Article 5 of Regulation (EC) No 852/2004 — HACCP: hazard analysis and critical control points
Updated 2026-07-12 · Consolidated text as of 2021-03-24 · Reviewed by: Redazione ce85204 — revisione editoriale assistita da AI (2026-07-12)
Article 5 of Regulation (EC) No 852/2004 requires every food business operator, after primary production, to put in place, implement and maintain permanent procedures based on the 7 HACCP principles. Records must be commensurate with the nature and size of the business and reviewed after any change. No certificate exists: compliance is demonstrated to the competent authority.
1Food business operators shall put in place, implement and maintain a permanent procedure or procedures based on the HACCP principles.
2The HACCP principles referred to in paragraph 1 consist of the following:
(a) identifying any hazards that must be prevented, eliminated or reduced to acceptable levels;
(b) identifying the critical control points at the step or steps at which control is essential to prevent or eliminate a hazard or to reduce it to acceptable levels;
(c) establishing critical limits at critical control points which separate acceptability from unacceptability for the prevention, elimination or reduction of identified hazards;
(d) establishing and implementing effective monitoring procedures at critical control points;
(e) establishing corrective actions when monitoring indicates that a critical control point is not under control;
(f) establishing procedures, which shall be carried out regularly, to verify that the measures outlined in subparagraphs (a) to (e) are working effectively;
and
- (g) establishing documents and records commensurate with the nature and size of the food business to demonstrate the effective application of the measures outlined in subparagraphs (a) to (f).

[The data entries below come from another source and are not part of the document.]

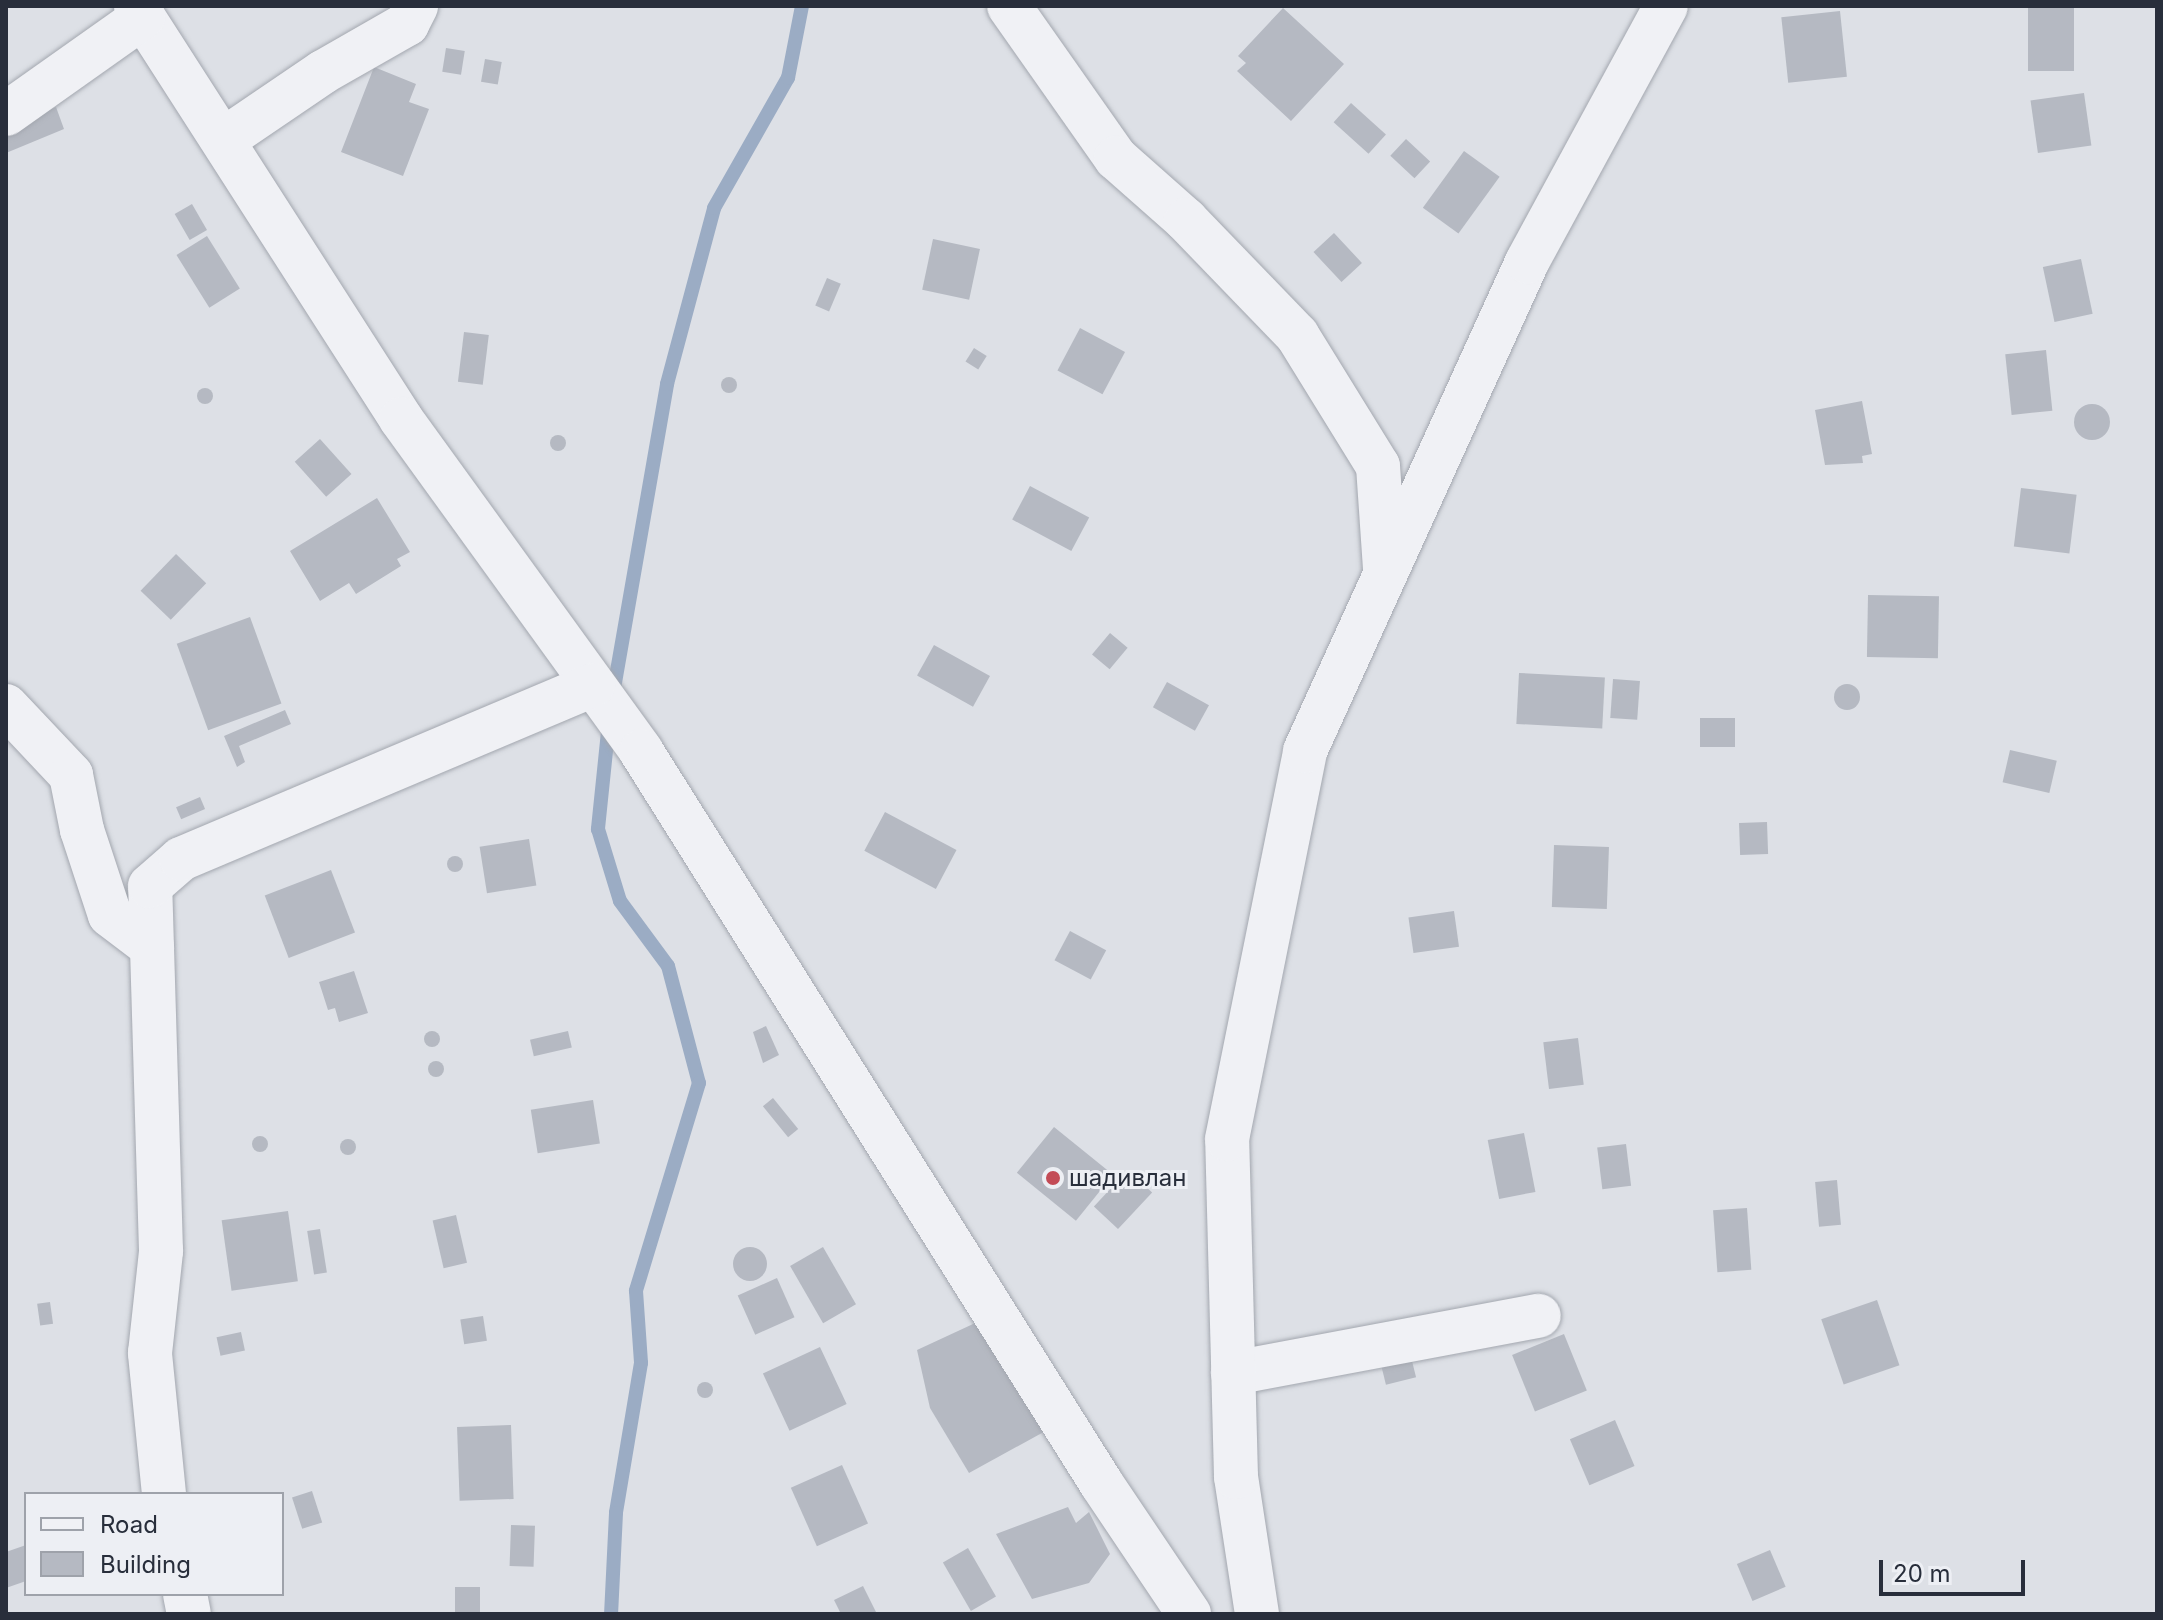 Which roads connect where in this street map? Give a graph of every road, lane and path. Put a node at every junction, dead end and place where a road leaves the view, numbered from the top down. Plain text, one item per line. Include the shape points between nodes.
1 (416, 6) edge
2 (1009, 6) edge
3 (1666, 6) edge
4 (140, 12) edge
5 (6, 114) edge
6 (223, 140) junction
7 (1385, 574) junction
8 (593, 685) junction
9 (6, 706) edge
10 (152, 947) junction
11 (1539, 1316) dead end
12 (1233, 1373) junction
13 (164, 1492) edge
14 (1189, 1614) edge
15 (1257, 1614) edge

1 - 6 street via 407,24 323,72
2 - 7 street via 1116,158 1186,220 1297,335 1378,466
3 - 7 street via 1527,262
4 - 5 street
4 - 6 street
6 - 8 street via 401,419
7 - 12 street via 1305,751 1227,1139
8 - 10 street via 181,859 150,886
8 - 14 street via 641,751 1101,1483
9 - 10 street via 71,775 110,915
10 - 13 street via 161,1251 150,1353
11 - 12 street
12 - 15 street via 1236,1477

When any modification is made in the product, process, or any step, food business operators shall review the procedure and make the necessary changes to it.

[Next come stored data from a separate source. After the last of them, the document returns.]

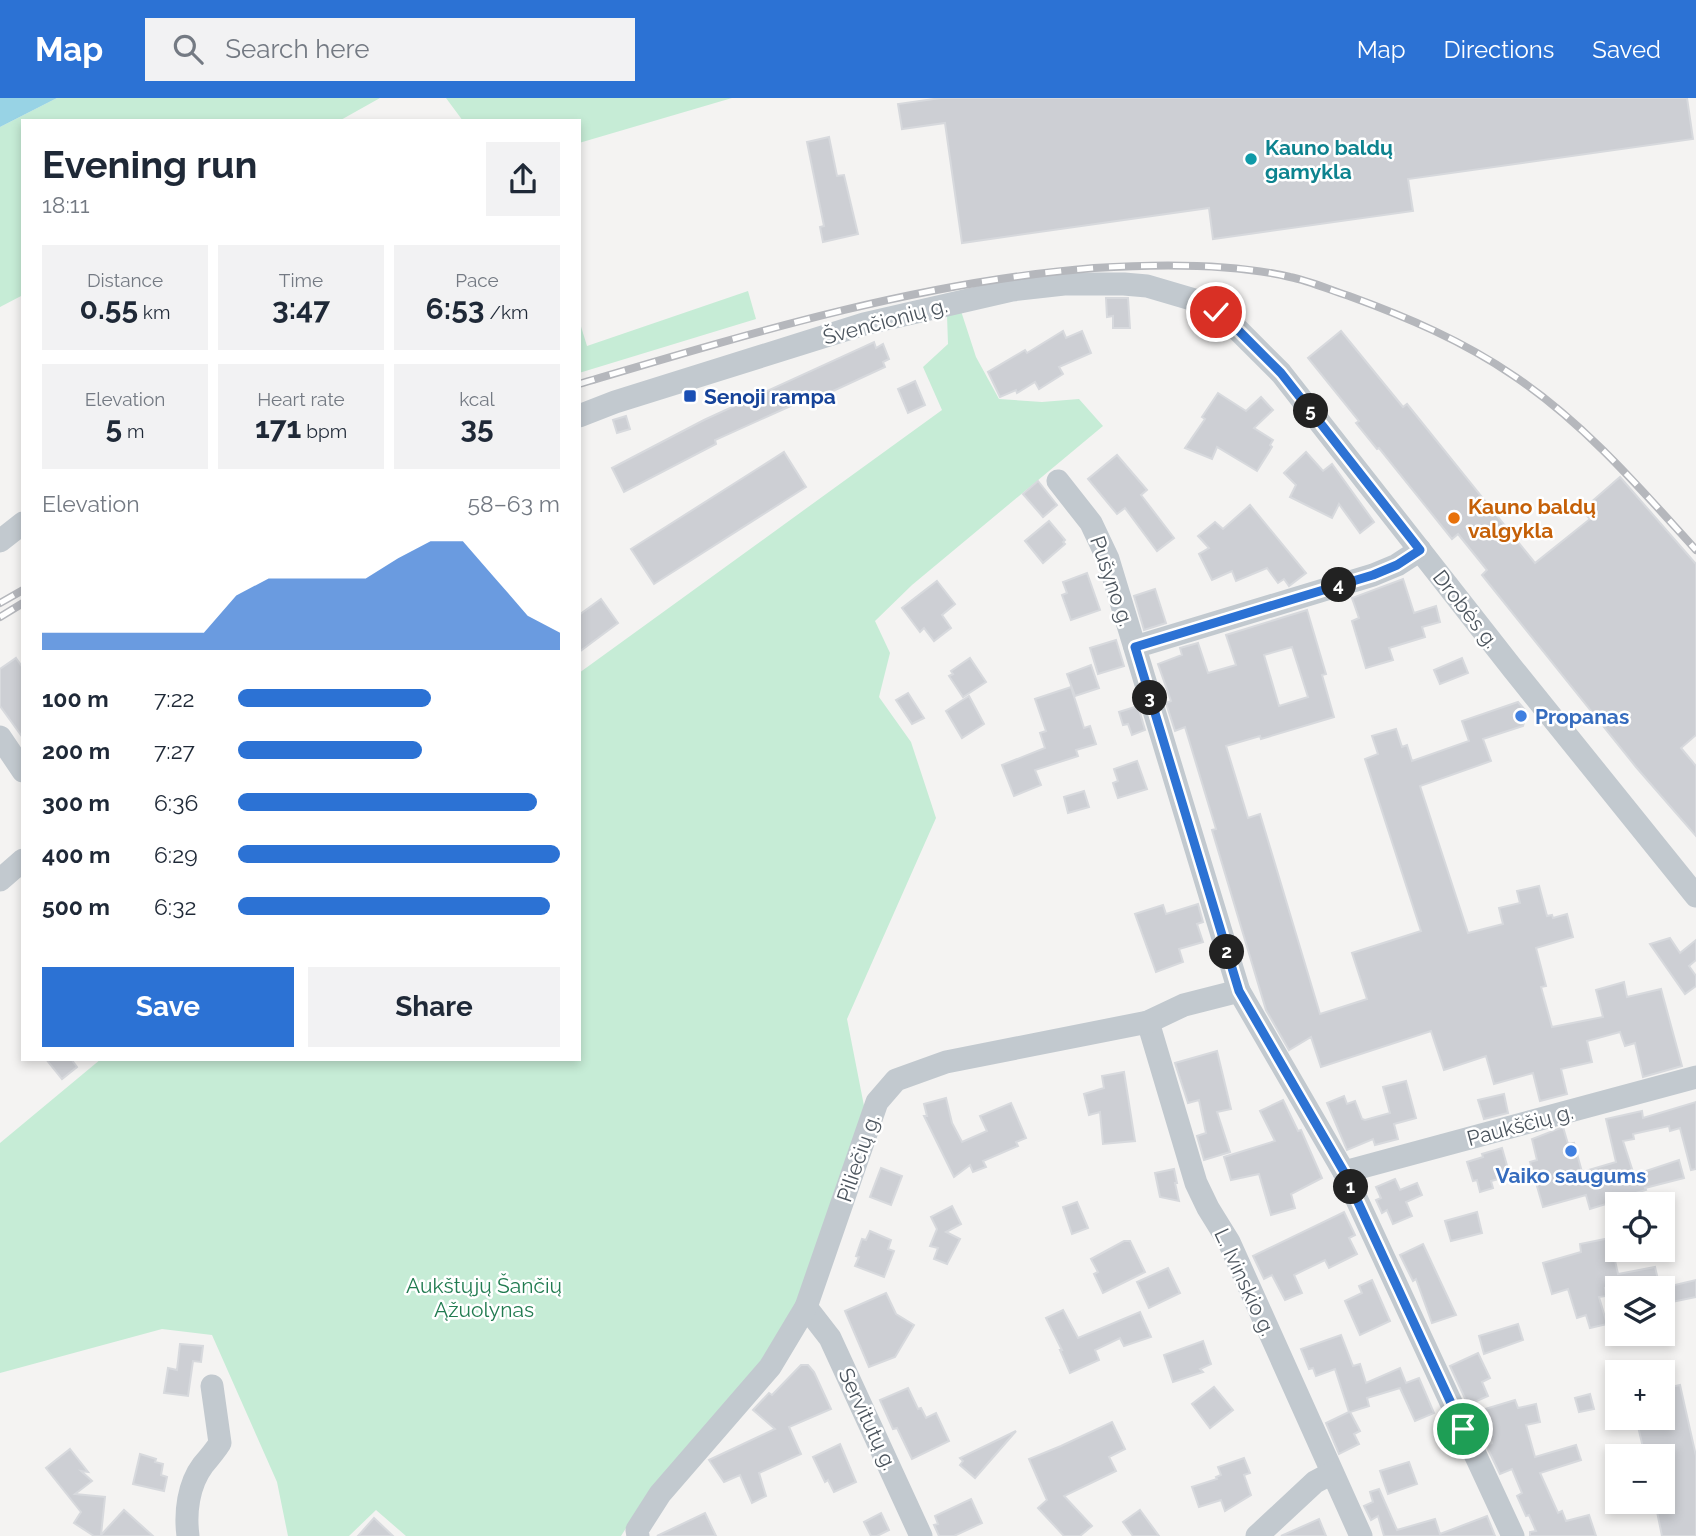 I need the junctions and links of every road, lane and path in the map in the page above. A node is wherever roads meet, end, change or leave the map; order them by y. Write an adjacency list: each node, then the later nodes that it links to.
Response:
1 (1198, 301): 2 (street, Švenčionių g.); 6 (street, Drobės g.)
2 (581, 415)
3 (1058, 481): 7 (street, Pušyno g.)
4 (21, 525): 5 (street)
5 (0, 541)
6 (1420, 550): 7 (street); 12 (street, Drobės g.)
7 (1135, 647): 13 (street, Pušyno g.)
8 (0, 737): 9 (street)
9 (21, 768)
10 (21, 862): 11 (street)
11 (0, 880)
12 (1696, 896)
13 (1239, 991): 14 (street, Piliečių g.); 16 (street, Pušyno g.)
14 (1148, 1022): 17 (street, Piliečių g.); 19 (street, L. Ivinskio g.)
15 (1696, 1077): 16 (street, Paukščių g.)
16 (1344, 1172): 25 (street, Pušyno g.)
17 (806, 1307): 21 (street, Piliečių g.); 22 (street, Servitutų g.)
18 (212, 1386): 20 (street)
19 (1332, 1474): 23 (street); 24 (street, L. Ivinskio g.)
20 (188, 1536)
21 (638, 1536)
22 (921, 1536)
23 (1257, 1536)
24 (1361, 1536)
25 (1513, 1536)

3Paragraph 1 shall apply only to food business operators carrying out any stage of production, processing and distribution of food after primary production and those associated operations listed in Annex I.
4Food business operators shall:
(a) provide the competent authority with evidence of their compliance with paragraph 1 in the manner that the competent authority requires, taking account of the nature and size of the food business;
(b) ensure that any documents describing the procedures developed in accordance with this Article are up-to-date at all times;
(c) retain any other documents and records for an appropriate period.
5Detailed arrangements for the implementation of this Article may be laid down in accordance with the procedure referred to in Article 14(2). Such arrangements may facilitate the implementation of this Article by certain food business operators, in particular by providing for the use of procedures set out in guides for the application of HACCP principles, in order to comply with paragraph 1. Such arrangements may also specify the period during which food business operators shall retain documents and records in accordance with paragraph 4(c).
At a glance
- Article 5 requires every food business operator (FBO) to put in place, implement and maintain a permanent procedure or procedures based on the HACCP principles Article 5(1) of Regulation (EC) No 852/2004.
- The seven principles are listed in paragraph 2, points (a) to (g): hazard analysis, identification of critical control points (CCPs), critical limits, monitoring, corrective actions, verification, documentation Article 5(2) of Regulation (EC) No 852/2004.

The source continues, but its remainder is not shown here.